Okay, the first thing I have to do when typing the "Celebrity" Blog is make the font really big, because it has come to that, people. Especially at 7 AM. I will be reporting in every day this week from the white couch in my kitchen. Unless I am fired by Playbill.com or LCT. I believe in having a couch in the kitchen. Everyone ends up on the couch: guests, friends, pets. Me. It's just inevitable.

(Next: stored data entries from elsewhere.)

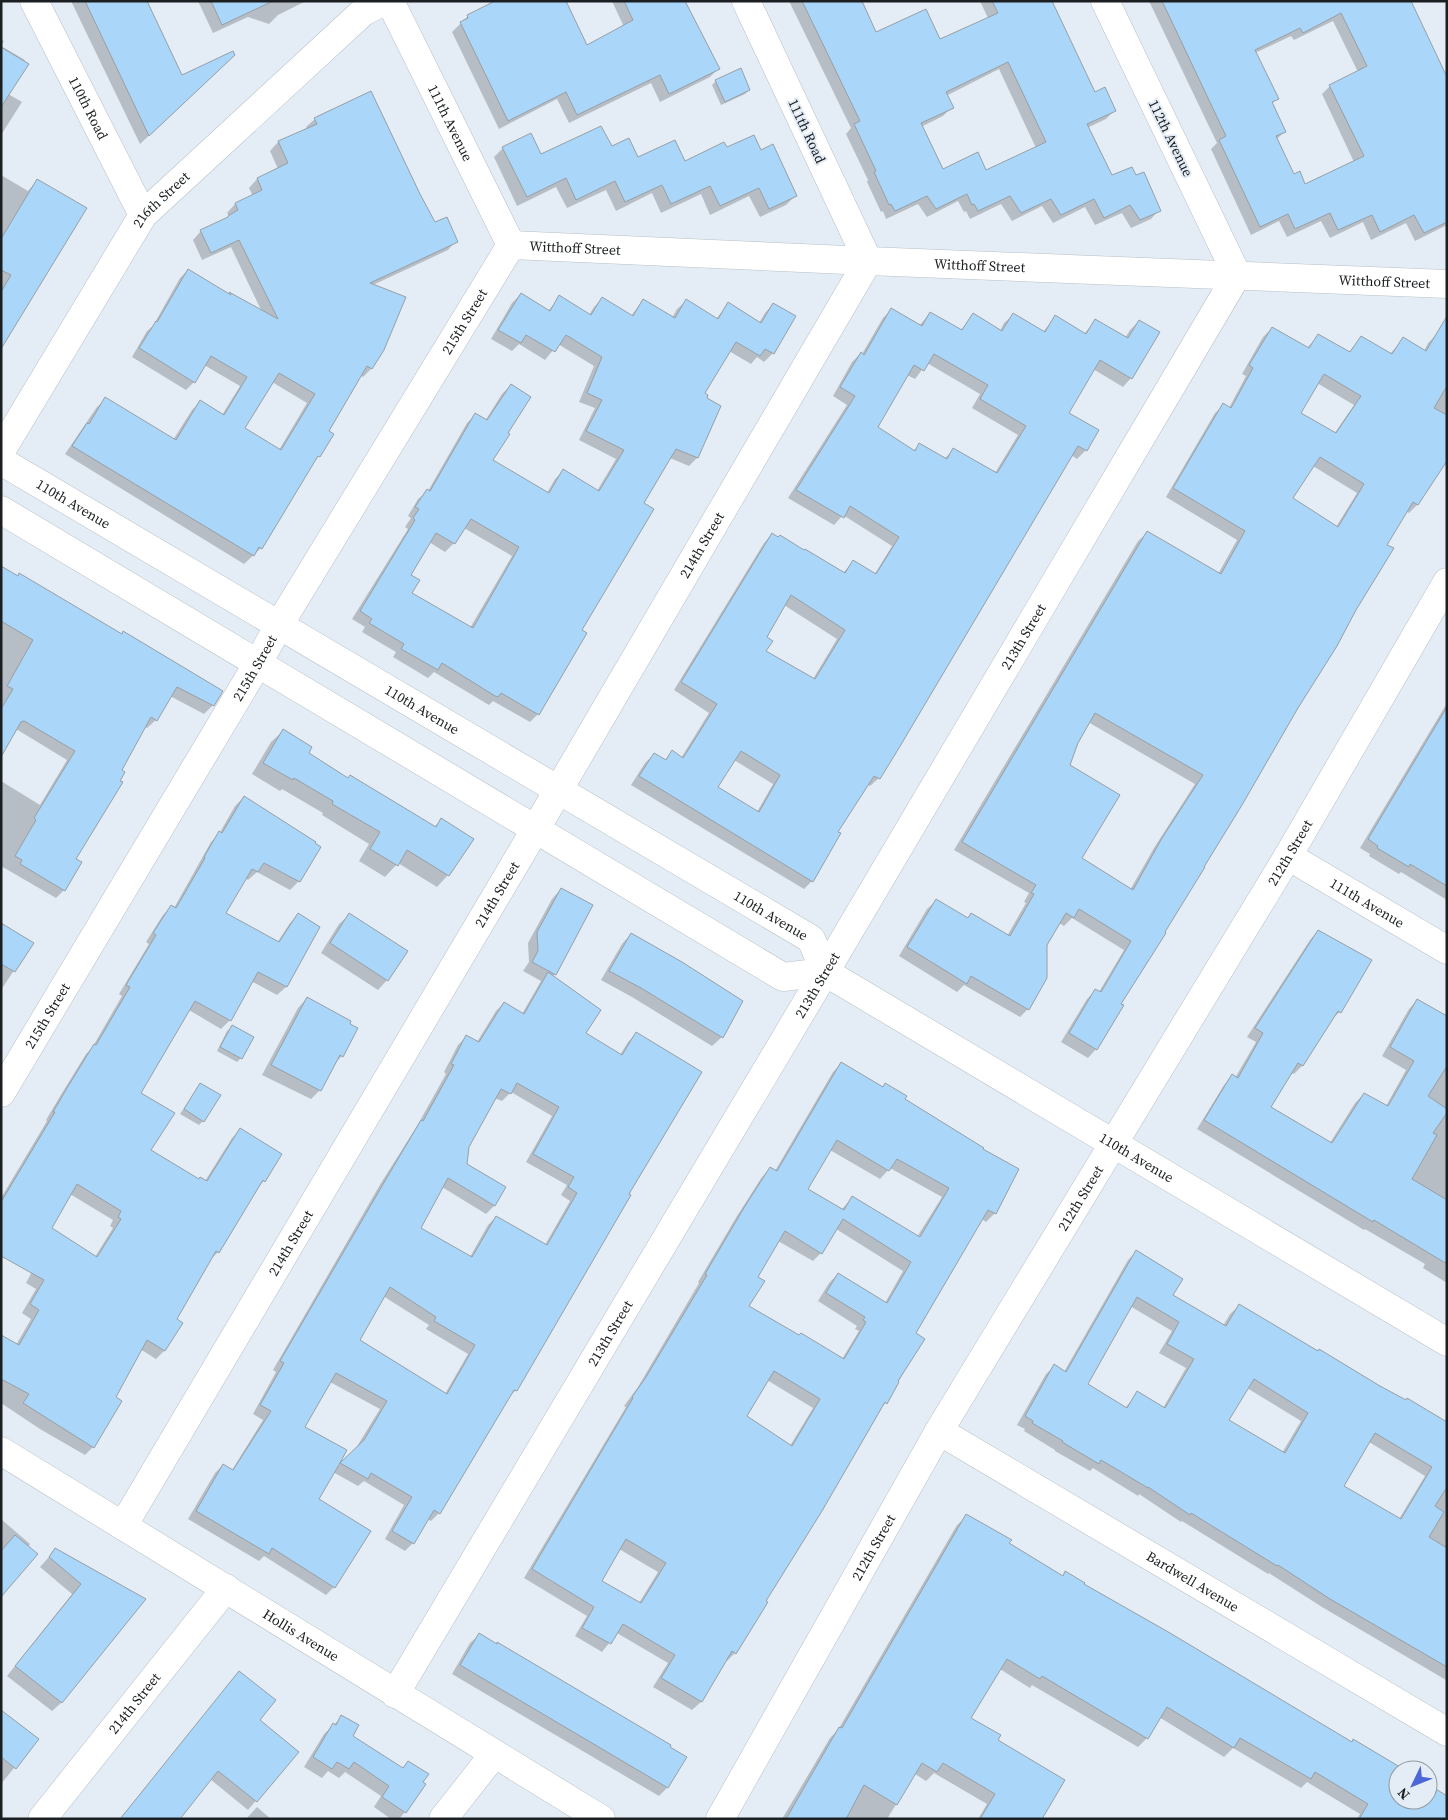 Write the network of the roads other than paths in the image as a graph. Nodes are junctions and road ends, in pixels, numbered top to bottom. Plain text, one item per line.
1 (34, 1) edge
2 (384, 1) edge
3 (390, 1) edge
4 (746, 1) edge
5 (1105, 1) edge
6 (143, 215) junction
7 (511, 245) junction
8 (868, 261) junction
9 (1237, 275) junction
10 (1447, 284) edge
11 (1, 451) edge
12 (1, 461) edge
13 (1, 510) edge
14 (1447, 582) edge
15 (279, 625) junction
16 (258, 662) junction
17 (558, 789) junction
18 (535, 830) junction
19 (1288, 856) junction
20 (1447, 950) edge
21 (825, 972) junction
22 (1, 1093) edge
23 (1112, 1143) junction
24 (1447, 1342) edge
25 (939, 1430) junction
26 (1, 1451) edge
27 (123, 1526) junction
28 (226, 1588) junction
29 (394, 1694) junction
30 (1447, 1732) edge
31 (494, 1754) junction
32 (42, 1819) edge
33 (443, 1819) edge
34 (601, 1819) edge
35 (720, 1819) edge

1 - 6 street, 110th Road
2 - 6 street, 216th Street
3 - 7 street, 111th Avenue
4 - 8 street, 111th Road
5 - 9 street, 112th Avenue
6 - 11 street, 216th Street
7 - 8 street, Witthoff Street
7 - 15 street, 215th Street
8 - 9 street, Witthoff Street
8 - 17 street, 214th Street
9 - 10 street, Witthoff Street
9 - 21 street, 213th Street
12 - 15 street, 110th Avenue
13 - 16 street
14 - 19 street, 212th Street
15 - 16 street, 215th Street
15 - 17 street, 110th Avenue
16 - 18 street
16 - 22 street, 215th Street
17 - 18 street, 214th Street
17 - 21 street, 110th Avenue
18 - 21 street
18 - 27 street, 214th Street
19 - 20 street, 111th Avenue
19 - 23 street, 212th Street
21 - 23 street, 110th Avenue
21 - 29 street, 213th Street
23 - 24 street, 110th Avenue
23 - 25 street, 212th Street
25 - 30 street, Bardwell Avenue
25 - 35 street, 212th Street
26 - 27 street, Hollis Avenue
27 - 28 street, Hollis Avenue
28 - 29 street, Hollis Avenue
28 - 32 street, 214th Street
29 - 31 street, Hollis Avenue
31 - 33 street
31 - 34 street, Hollis Avenue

This is the week leading up to the official unveiling of the beautiful play, When the Rain Stops Falling, by Australian playwright Andrew Bovell at Lincoln Center Theater, directed by David Cromer. I am privileged to be a part of this production. We are a company of nine actors, an additional five terrific understudies, two crackerjack stage managers, one vegan production assistant, the best design team one could assemble (including our set designer, David Korins, who, for anyone who read the New York Times Magazine article about Cromer,  is much more than just our stylist and buddy), assistants to the director and designers who keep us all laughing, and a top-notch crew that has to move scenery on and off in the dark. I mean no light. At all. We all bump into each other quite a lot. So far, no serious injuries, just some adorable moves by Kate Blumberg as she negotiated the set. Can't really give away what needs to be negotiated. Seriously, I am a little confused by how much has to be a secret at this point. I guess, everything?!? I don't think it will be giving away too much to mention that we all have umbrellas, and we use them. There. See title of play. Not [title of show]. I loved that show, but it closed. See the title of our play. Then see our play.

My son is in the living room going over one of Tom's monologues from The Glass Menagerie that he has to present in English class tomorrow. This is the first time he has ever had to prepare anything like this for school. He is a freshman in high school, not La Guardia, and even though he has asked for formal singing lessons from his mother, he is determined not to be classified as anything even remotely resembling actor. Good for him, I say.

I just ran lines with him. I got to play Amanda. I am feeling very actor-y as I extract every remaining drop of grape jelly from the jar to put on his toast. He just got back from a two-week trip to Paris with his school. Life is much better with him around.

This "day off" will include some teaching, practicing, baking, and then singing in the Lincoln Center benefit tonight, featuring music by Irving Berlin. I am a happy person to be back at Lincoln Center. It feels like home. And the sun is out.

Turn the page in your calendar, people. Our March calendar has a photo of our Golden Retriever in sunglasses and a scarf. Never underestimate the life-changing boost of a hint of glamour.